▸ **DATA RECORDS**:
· · · · · · ·
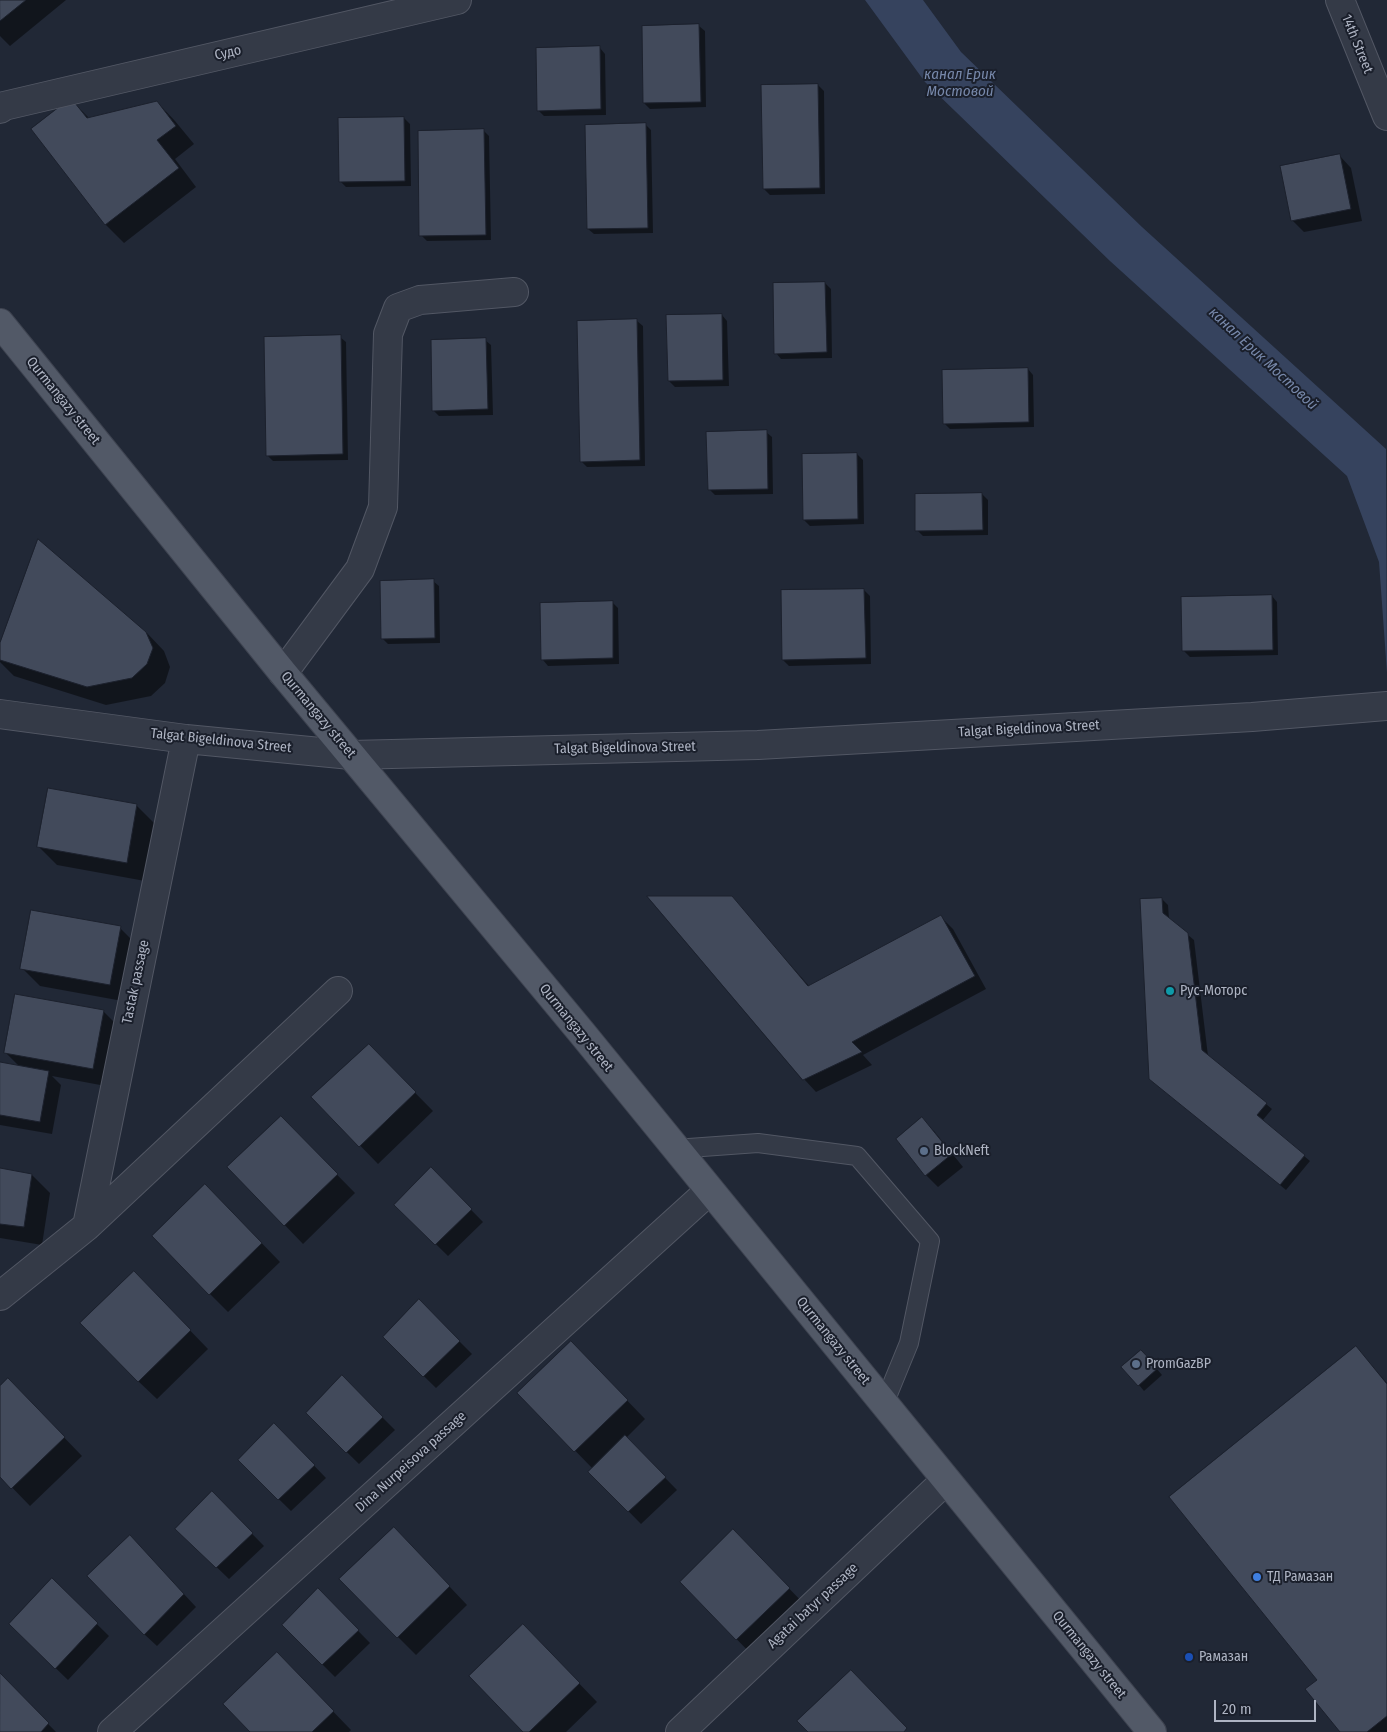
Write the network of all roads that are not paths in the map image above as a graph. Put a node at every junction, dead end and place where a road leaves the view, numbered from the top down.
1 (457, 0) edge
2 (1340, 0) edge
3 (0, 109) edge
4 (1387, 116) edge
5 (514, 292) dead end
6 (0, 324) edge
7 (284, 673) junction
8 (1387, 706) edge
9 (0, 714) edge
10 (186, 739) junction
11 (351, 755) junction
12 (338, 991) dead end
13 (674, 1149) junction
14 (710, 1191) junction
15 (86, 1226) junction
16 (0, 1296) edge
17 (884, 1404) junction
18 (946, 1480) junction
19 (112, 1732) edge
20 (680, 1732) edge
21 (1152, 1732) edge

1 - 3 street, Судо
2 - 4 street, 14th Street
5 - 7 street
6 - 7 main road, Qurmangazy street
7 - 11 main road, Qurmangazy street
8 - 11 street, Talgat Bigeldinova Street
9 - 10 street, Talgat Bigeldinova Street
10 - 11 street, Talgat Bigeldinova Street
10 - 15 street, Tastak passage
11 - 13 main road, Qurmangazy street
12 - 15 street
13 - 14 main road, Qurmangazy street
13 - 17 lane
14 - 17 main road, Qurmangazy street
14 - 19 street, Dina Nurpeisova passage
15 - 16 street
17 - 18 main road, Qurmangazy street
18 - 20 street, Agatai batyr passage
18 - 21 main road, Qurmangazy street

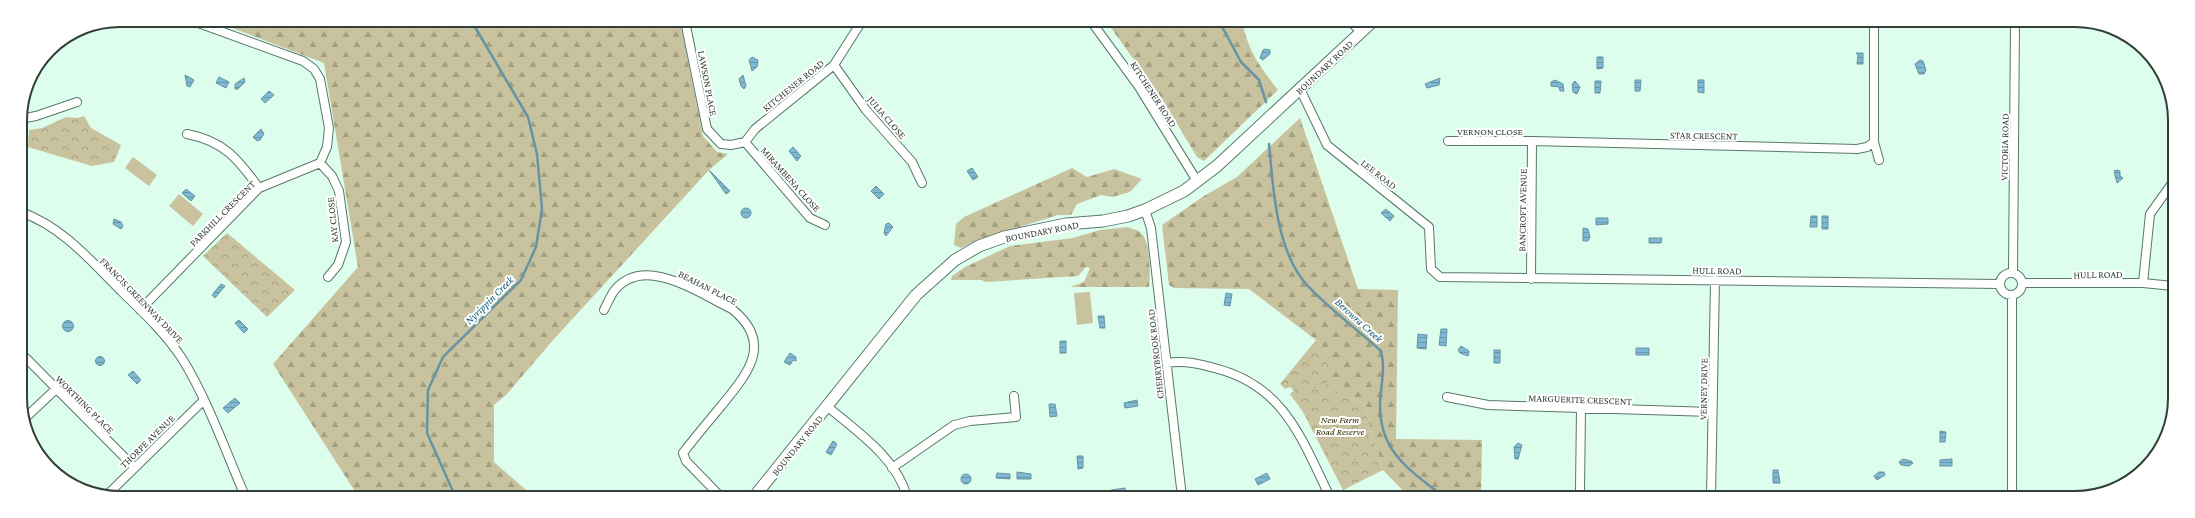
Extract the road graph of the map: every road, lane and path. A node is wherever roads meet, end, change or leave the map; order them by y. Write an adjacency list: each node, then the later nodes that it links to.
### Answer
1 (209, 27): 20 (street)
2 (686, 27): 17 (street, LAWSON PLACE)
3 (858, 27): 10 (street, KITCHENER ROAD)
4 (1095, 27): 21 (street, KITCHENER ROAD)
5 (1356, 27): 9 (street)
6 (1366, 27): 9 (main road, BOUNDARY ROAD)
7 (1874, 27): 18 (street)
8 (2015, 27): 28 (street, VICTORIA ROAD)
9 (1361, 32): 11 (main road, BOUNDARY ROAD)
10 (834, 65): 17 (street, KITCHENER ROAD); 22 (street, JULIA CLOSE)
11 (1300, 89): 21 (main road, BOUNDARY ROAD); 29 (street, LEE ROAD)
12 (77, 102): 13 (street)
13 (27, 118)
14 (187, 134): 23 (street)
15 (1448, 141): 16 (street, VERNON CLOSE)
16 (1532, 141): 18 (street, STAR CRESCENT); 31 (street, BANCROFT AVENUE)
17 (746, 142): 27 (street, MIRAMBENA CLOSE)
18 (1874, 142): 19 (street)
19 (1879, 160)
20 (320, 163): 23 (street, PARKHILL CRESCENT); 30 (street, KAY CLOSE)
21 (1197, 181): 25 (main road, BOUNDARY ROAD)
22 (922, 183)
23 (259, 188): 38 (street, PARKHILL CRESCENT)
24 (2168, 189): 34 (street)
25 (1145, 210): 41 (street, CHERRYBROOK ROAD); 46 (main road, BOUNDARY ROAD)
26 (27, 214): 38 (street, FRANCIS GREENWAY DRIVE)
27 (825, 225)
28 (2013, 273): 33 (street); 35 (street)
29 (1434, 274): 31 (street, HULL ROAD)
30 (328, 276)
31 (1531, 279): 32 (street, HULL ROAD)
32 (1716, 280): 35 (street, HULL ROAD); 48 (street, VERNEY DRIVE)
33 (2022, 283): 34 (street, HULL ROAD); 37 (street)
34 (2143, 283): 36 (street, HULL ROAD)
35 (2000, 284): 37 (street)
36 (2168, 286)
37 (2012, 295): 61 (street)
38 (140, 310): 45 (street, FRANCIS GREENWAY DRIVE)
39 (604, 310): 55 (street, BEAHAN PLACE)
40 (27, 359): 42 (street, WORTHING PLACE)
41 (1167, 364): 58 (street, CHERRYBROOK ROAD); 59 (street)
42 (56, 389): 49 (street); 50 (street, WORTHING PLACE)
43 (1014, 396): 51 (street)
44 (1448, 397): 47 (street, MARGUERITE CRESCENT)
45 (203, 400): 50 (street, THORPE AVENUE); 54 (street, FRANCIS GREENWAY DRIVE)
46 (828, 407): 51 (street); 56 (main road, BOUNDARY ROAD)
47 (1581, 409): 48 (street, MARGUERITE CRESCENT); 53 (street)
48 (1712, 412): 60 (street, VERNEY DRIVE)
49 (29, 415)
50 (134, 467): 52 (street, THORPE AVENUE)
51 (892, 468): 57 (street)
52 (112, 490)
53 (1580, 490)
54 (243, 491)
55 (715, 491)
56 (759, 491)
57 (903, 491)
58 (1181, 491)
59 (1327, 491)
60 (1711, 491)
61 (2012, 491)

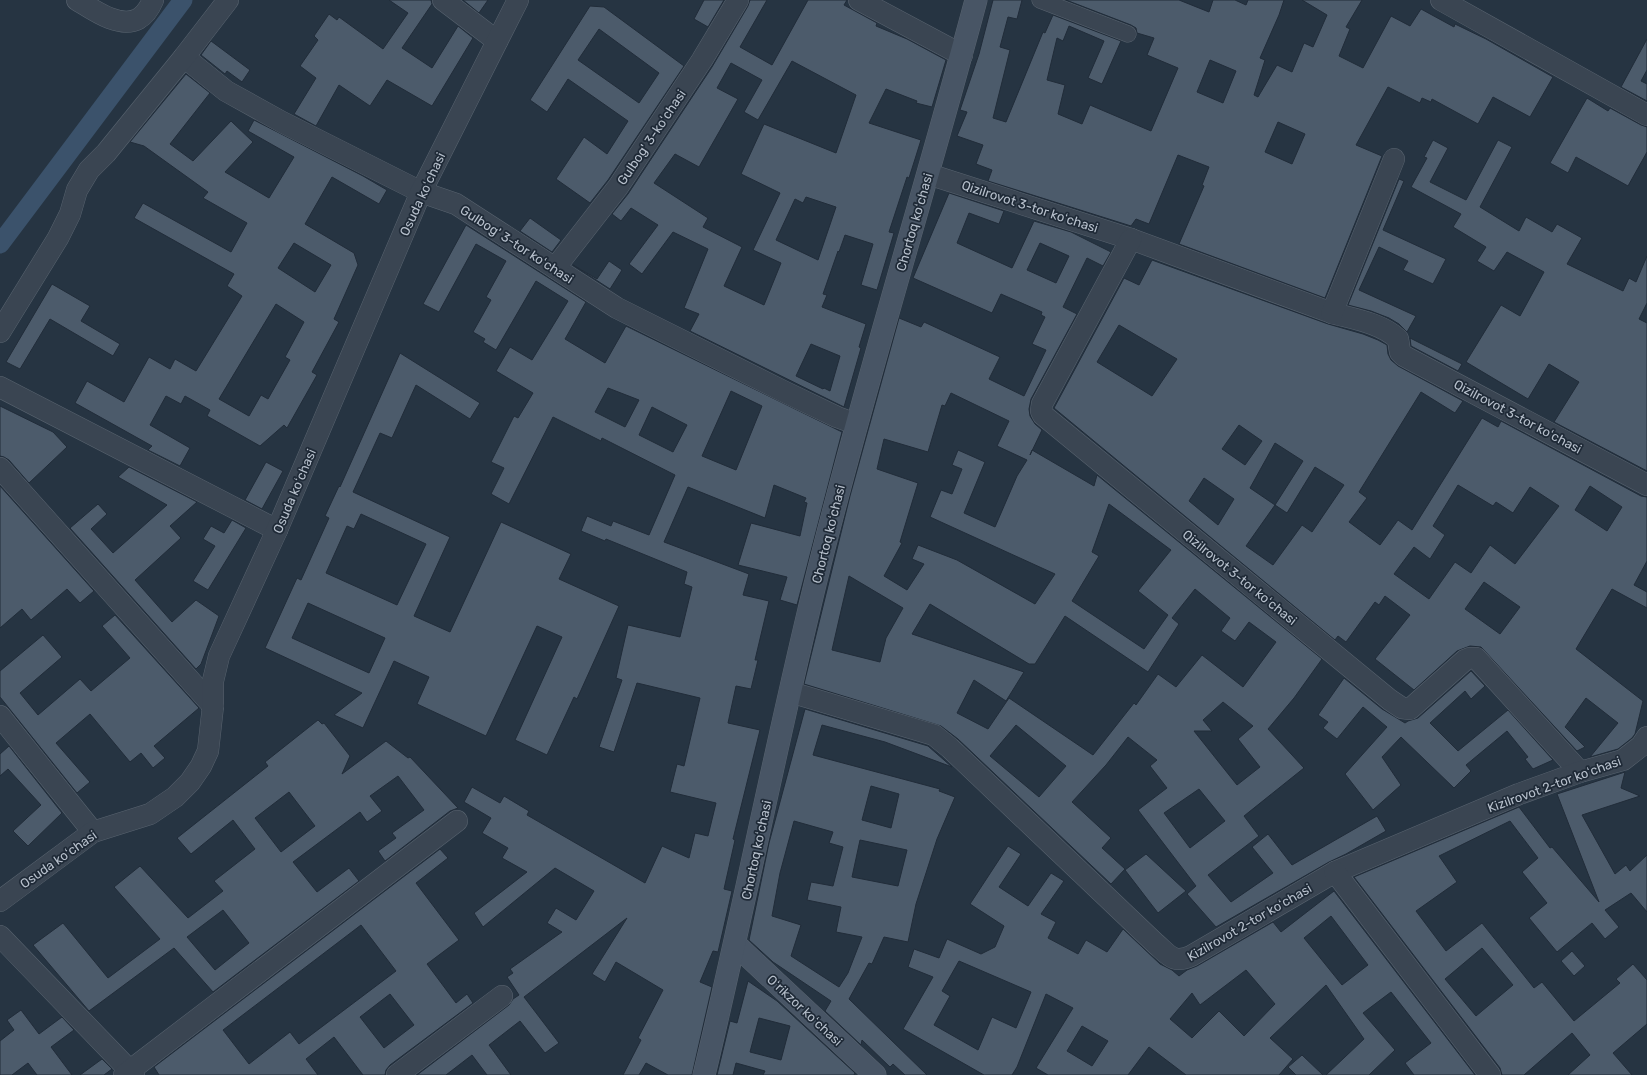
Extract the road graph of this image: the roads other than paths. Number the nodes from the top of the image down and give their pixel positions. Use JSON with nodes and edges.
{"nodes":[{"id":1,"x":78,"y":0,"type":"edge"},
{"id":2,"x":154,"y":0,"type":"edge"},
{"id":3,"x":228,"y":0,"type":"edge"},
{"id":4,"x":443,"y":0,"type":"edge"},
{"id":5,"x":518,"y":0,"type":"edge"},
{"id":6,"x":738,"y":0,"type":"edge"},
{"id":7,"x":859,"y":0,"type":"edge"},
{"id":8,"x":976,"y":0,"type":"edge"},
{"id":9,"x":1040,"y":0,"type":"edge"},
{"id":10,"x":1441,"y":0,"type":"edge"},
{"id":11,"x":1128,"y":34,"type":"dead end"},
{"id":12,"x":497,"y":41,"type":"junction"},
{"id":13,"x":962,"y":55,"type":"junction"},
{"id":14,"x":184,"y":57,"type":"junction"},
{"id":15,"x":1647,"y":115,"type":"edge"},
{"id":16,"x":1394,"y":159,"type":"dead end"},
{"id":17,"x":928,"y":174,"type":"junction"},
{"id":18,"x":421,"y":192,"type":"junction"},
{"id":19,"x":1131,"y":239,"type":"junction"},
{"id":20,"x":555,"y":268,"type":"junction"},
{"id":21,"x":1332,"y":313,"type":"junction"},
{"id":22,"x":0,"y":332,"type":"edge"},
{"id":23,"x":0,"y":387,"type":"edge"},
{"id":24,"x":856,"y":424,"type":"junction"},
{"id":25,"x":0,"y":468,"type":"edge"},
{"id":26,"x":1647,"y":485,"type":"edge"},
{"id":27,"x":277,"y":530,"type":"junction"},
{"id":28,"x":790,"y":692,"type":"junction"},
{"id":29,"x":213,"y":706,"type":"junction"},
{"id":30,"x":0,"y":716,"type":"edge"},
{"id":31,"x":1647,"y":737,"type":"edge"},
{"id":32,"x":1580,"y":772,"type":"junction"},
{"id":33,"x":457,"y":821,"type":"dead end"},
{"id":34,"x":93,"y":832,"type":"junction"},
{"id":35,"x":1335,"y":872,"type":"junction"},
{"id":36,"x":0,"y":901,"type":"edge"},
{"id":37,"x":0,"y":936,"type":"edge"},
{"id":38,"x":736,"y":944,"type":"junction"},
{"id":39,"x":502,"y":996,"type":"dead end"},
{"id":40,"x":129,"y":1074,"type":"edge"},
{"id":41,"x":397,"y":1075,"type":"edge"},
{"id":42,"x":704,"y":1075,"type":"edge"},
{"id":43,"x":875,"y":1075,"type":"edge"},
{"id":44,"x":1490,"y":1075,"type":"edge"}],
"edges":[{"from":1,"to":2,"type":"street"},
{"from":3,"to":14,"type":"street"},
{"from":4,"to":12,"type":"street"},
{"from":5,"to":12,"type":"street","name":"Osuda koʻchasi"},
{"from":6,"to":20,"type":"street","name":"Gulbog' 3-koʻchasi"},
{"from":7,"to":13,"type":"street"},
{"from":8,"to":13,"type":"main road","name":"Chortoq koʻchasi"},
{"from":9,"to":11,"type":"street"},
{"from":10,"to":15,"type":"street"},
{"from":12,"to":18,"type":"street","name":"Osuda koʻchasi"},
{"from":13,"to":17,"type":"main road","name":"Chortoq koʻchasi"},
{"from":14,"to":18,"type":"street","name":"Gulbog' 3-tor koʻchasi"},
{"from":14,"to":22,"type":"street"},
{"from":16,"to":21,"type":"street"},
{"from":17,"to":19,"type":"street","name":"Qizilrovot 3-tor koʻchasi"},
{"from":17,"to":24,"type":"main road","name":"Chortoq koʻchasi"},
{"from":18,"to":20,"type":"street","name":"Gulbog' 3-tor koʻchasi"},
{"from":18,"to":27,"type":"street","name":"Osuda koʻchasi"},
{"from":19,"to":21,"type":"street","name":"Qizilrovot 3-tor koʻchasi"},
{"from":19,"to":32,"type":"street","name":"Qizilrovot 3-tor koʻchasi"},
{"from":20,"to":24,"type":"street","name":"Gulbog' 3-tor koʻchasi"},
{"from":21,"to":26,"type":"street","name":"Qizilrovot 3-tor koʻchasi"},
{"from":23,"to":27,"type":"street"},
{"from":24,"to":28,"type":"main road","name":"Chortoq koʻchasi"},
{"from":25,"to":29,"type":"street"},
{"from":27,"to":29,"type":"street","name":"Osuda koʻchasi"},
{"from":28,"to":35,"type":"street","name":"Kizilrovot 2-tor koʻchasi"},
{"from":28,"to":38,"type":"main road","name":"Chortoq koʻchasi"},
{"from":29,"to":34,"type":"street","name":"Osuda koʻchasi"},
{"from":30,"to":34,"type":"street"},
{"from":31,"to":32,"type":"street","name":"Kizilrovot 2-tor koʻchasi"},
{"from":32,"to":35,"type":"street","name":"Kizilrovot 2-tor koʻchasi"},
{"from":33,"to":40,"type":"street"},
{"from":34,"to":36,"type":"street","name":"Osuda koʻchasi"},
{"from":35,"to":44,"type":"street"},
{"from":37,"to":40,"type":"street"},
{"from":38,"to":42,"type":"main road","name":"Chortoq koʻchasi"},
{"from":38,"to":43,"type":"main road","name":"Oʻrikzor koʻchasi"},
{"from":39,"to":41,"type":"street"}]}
· · · · · · ·
▸ **ACTION ITEM**: Go through the entries and filter for lines holding the word "KITCHENER"; copy each match.

▸ **RESULT FOR THIS TASK**:
3 (858, 27): 10 (street, KITCHENER ROAD)
4 (1095, 27): 21 (street, KITCHENER ROAD)
10 (834, 65): 17 (street, KITCHENER ROAD); 22 (street, JULIA CLOSE)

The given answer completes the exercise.